**WHAT YOU WILL DO**
From the entries below, tally how many lines contain "screen" and report only that figure.

**GIVEN DATA**
/---

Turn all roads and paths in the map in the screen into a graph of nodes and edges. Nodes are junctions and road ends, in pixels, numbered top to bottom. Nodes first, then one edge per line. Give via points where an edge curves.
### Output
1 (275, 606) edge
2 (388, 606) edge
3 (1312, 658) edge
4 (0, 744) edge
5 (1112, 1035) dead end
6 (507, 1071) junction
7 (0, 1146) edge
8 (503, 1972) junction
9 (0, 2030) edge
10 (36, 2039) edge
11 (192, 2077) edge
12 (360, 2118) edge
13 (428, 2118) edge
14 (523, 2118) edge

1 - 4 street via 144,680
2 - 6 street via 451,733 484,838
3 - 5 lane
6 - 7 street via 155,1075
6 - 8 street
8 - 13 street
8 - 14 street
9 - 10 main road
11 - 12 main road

\---
/---

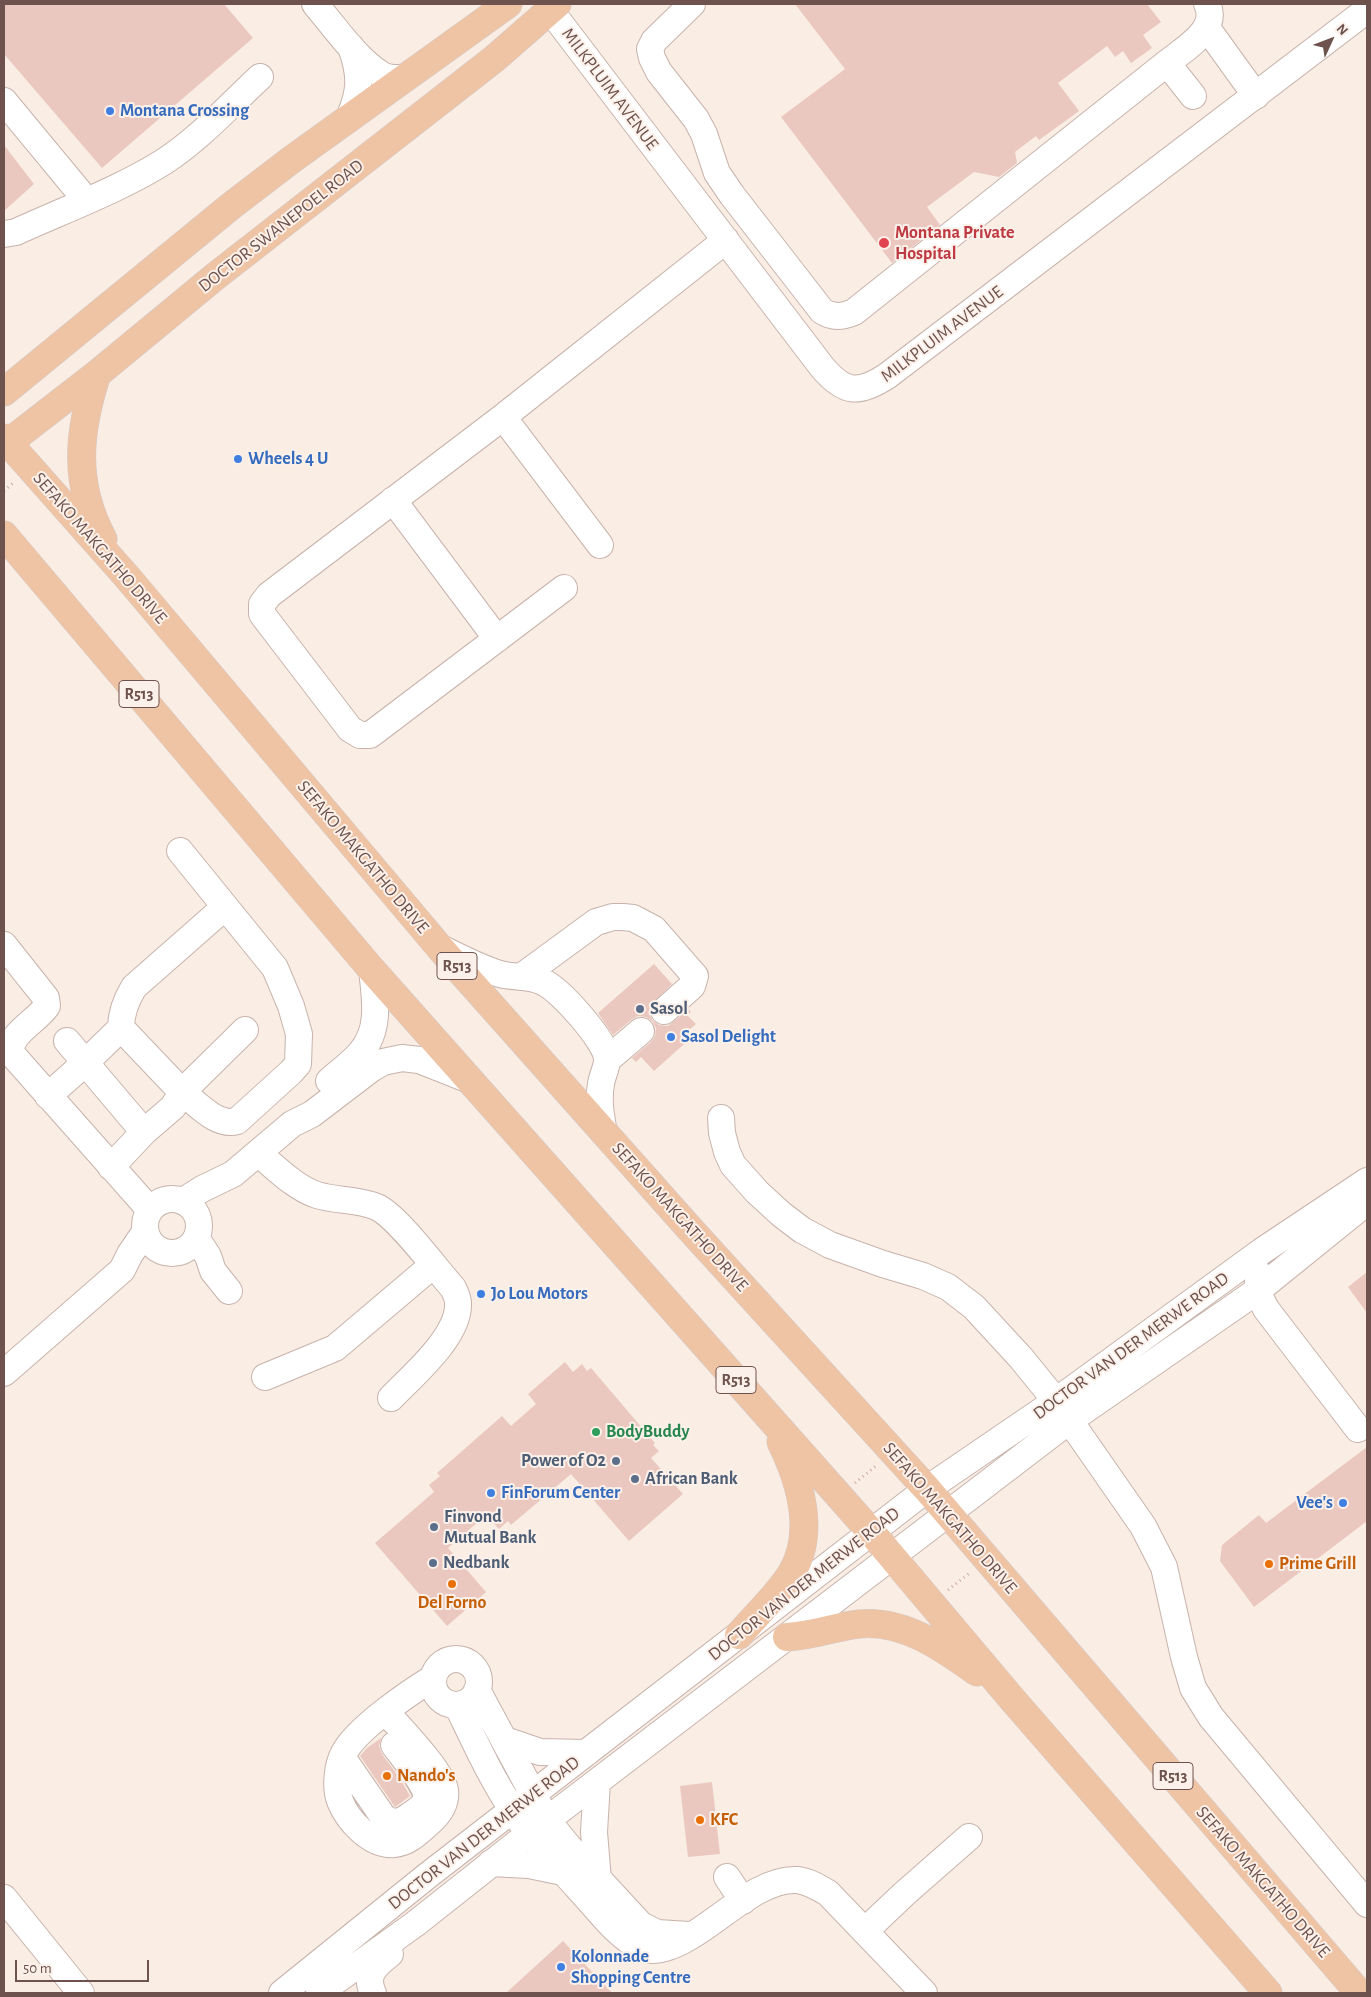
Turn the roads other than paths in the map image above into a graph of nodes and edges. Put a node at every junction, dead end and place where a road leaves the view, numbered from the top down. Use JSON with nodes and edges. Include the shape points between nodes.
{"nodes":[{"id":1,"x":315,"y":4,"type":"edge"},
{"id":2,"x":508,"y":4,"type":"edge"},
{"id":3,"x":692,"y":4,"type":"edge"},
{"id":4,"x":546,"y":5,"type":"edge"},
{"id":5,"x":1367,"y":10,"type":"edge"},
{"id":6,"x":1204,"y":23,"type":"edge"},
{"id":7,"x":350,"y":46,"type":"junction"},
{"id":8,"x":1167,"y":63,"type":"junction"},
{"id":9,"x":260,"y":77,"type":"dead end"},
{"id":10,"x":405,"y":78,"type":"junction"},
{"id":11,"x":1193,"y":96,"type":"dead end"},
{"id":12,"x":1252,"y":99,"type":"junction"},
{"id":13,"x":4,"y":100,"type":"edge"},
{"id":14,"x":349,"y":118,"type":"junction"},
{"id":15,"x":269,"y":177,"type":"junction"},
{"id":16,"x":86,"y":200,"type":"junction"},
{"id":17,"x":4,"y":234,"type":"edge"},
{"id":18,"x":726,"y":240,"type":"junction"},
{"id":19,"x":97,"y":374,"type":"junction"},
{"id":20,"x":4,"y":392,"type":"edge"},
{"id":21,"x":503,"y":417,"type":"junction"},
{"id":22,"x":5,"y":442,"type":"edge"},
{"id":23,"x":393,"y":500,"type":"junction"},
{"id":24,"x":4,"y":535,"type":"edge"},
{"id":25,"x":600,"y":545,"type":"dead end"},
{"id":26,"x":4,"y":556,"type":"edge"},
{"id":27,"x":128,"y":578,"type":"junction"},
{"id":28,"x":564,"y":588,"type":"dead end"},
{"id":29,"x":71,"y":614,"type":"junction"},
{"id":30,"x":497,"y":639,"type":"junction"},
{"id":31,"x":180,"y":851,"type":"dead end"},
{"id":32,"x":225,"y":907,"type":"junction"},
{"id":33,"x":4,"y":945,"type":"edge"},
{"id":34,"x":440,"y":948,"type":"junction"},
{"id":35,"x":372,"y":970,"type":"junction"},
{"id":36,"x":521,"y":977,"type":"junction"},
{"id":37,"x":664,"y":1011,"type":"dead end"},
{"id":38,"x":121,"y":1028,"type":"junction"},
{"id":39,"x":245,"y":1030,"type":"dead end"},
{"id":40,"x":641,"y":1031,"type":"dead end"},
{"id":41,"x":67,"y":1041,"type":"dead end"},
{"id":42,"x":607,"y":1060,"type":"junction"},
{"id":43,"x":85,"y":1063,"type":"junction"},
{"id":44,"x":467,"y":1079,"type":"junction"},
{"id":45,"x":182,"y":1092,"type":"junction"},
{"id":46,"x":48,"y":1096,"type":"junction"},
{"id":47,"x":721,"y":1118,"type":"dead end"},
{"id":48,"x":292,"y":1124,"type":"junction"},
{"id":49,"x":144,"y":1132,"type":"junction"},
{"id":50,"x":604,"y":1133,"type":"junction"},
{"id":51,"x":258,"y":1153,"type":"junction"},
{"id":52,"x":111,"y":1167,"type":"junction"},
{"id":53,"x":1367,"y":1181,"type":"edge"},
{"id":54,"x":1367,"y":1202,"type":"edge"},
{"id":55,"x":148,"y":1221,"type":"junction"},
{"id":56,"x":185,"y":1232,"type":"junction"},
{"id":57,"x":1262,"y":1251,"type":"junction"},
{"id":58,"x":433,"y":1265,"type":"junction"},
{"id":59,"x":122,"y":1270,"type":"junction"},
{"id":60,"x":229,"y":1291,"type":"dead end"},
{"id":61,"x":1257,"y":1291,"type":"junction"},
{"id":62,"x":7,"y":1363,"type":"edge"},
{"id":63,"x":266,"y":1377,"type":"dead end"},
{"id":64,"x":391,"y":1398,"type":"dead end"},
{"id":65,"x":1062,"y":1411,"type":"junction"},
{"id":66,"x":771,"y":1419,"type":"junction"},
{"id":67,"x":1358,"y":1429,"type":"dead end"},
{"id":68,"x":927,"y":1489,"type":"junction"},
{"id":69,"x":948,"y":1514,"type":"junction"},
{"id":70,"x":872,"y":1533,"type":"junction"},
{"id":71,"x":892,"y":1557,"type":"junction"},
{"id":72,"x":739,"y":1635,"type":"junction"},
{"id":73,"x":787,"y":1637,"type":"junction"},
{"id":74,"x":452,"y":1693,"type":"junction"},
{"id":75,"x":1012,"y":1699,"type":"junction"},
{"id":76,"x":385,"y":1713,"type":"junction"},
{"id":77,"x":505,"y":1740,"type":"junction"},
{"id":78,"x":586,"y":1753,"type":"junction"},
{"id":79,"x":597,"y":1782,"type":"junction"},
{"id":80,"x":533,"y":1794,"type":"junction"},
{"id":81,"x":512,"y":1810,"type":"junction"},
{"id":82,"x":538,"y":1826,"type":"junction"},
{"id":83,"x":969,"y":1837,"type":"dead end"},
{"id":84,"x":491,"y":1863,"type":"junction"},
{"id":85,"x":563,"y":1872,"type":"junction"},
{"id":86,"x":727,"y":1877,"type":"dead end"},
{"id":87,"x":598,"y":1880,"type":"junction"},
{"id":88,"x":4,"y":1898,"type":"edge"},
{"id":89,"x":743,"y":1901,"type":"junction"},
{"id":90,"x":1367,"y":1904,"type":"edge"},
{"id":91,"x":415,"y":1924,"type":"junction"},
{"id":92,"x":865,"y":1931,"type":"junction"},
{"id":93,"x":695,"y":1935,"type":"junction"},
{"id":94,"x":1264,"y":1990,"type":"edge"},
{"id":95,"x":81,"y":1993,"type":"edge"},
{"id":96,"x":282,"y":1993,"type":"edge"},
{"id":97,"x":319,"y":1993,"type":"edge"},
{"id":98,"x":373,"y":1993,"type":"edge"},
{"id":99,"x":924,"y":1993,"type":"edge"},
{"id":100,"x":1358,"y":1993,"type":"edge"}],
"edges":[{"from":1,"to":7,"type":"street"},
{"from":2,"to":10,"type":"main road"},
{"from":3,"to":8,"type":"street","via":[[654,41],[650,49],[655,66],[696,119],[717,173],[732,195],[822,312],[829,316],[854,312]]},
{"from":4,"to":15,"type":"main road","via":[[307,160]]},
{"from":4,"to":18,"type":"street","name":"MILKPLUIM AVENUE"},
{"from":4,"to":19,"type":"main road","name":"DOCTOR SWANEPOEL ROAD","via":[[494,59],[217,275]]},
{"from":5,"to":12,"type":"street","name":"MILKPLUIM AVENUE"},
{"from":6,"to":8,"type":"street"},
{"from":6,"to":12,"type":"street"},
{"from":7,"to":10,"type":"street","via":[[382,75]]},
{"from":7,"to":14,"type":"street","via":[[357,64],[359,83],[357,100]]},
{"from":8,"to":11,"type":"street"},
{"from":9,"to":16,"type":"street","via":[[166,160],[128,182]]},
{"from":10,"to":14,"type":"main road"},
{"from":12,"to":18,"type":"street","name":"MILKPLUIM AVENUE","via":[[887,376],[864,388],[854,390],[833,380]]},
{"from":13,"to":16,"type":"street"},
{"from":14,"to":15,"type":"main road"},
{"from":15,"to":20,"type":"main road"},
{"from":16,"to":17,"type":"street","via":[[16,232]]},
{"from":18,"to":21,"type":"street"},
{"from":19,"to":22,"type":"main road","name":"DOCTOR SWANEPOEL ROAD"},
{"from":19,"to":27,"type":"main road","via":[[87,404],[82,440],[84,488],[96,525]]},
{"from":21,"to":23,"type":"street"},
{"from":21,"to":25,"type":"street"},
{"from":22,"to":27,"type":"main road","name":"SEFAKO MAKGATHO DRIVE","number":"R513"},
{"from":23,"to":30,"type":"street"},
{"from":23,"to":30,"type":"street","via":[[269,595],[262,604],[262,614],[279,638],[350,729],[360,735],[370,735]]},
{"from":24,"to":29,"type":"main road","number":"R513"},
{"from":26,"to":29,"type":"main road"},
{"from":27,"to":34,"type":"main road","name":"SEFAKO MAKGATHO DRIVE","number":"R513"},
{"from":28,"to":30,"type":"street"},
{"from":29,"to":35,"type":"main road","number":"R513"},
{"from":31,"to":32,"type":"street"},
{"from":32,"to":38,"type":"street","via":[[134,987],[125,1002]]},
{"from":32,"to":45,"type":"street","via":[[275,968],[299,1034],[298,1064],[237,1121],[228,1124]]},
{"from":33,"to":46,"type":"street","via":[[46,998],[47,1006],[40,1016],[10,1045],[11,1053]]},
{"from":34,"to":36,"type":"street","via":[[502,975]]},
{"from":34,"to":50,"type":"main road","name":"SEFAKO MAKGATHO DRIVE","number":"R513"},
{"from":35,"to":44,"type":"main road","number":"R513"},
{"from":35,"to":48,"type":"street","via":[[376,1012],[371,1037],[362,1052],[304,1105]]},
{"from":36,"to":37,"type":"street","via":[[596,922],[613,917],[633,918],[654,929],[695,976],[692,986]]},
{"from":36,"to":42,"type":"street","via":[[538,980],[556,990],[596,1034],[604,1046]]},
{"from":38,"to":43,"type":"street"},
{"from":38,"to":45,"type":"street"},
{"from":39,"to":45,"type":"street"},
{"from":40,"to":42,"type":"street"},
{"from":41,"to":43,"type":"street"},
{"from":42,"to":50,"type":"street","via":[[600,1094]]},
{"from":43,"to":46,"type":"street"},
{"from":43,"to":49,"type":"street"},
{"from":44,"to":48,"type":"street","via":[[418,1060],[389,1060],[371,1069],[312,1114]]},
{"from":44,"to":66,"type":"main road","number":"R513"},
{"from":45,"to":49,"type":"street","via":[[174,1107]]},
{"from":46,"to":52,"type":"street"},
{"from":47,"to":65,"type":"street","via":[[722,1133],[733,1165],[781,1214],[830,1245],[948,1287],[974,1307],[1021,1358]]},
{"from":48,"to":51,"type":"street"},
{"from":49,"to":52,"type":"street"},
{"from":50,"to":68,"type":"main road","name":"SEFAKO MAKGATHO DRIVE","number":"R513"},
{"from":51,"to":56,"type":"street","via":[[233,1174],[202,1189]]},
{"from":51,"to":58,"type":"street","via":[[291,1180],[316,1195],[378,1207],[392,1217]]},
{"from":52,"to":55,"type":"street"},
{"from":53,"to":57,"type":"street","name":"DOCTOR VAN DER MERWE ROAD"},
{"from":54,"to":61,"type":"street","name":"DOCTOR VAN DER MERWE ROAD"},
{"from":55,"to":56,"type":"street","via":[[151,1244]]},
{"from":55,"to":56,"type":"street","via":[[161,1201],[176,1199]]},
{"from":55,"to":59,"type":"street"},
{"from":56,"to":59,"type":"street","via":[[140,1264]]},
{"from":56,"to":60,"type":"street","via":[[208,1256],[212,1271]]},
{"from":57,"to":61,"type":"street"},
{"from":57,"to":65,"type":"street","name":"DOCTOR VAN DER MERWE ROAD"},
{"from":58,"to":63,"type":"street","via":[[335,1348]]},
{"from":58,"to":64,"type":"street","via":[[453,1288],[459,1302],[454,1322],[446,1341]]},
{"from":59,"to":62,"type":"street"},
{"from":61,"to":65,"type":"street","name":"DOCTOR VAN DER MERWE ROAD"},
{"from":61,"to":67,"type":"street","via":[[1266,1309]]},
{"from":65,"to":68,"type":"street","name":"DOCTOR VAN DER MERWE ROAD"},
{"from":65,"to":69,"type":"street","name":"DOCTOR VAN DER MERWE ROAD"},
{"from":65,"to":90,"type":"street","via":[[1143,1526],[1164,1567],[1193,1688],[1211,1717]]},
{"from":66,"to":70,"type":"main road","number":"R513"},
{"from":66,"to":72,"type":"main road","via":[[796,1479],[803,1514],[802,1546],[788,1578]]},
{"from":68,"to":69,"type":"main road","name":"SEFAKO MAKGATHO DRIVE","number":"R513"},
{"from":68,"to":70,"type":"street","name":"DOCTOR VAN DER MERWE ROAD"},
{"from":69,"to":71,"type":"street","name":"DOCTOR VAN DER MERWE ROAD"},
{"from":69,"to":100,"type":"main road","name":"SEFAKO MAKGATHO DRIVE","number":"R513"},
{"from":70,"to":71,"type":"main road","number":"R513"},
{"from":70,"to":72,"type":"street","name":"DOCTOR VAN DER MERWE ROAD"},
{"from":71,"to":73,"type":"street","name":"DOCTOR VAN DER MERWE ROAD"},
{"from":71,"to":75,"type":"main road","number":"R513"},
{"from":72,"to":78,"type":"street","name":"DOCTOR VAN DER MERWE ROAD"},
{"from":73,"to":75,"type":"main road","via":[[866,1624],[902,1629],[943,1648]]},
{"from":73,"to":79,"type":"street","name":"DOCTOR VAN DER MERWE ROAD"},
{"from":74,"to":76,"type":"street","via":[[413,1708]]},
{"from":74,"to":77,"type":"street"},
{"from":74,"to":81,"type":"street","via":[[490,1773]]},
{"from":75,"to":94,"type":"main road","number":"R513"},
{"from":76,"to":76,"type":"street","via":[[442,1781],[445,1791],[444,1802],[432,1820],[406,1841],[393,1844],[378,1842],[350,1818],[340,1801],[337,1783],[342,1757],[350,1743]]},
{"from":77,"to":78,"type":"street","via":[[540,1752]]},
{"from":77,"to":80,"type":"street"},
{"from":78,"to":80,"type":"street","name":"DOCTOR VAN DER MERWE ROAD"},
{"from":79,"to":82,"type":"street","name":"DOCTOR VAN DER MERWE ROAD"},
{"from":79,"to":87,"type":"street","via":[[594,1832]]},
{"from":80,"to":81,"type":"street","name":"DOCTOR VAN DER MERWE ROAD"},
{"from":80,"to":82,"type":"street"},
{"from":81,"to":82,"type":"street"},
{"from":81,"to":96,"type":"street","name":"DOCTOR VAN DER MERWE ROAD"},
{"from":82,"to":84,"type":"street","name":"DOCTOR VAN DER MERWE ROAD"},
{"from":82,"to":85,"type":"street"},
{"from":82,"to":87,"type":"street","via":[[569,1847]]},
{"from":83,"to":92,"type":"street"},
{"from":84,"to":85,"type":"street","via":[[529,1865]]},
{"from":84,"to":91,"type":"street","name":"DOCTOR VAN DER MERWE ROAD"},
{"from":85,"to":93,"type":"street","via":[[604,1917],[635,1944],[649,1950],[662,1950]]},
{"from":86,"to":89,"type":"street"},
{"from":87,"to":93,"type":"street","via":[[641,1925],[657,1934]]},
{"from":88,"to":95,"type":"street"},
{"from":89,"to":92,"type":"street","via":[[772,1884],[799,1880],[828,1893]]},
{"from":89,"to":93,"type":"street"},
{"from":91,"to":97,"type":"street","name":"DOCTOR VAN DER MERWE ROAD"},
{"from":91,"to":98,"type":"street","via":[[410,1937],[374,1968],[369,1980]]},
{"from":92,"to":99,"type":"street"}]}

\---
/---

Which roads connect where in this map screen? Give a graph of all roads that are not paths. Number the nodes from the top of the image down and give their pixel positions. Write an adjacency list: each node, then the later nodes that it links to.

\---

**SOLUTION TO THIS TASK**
2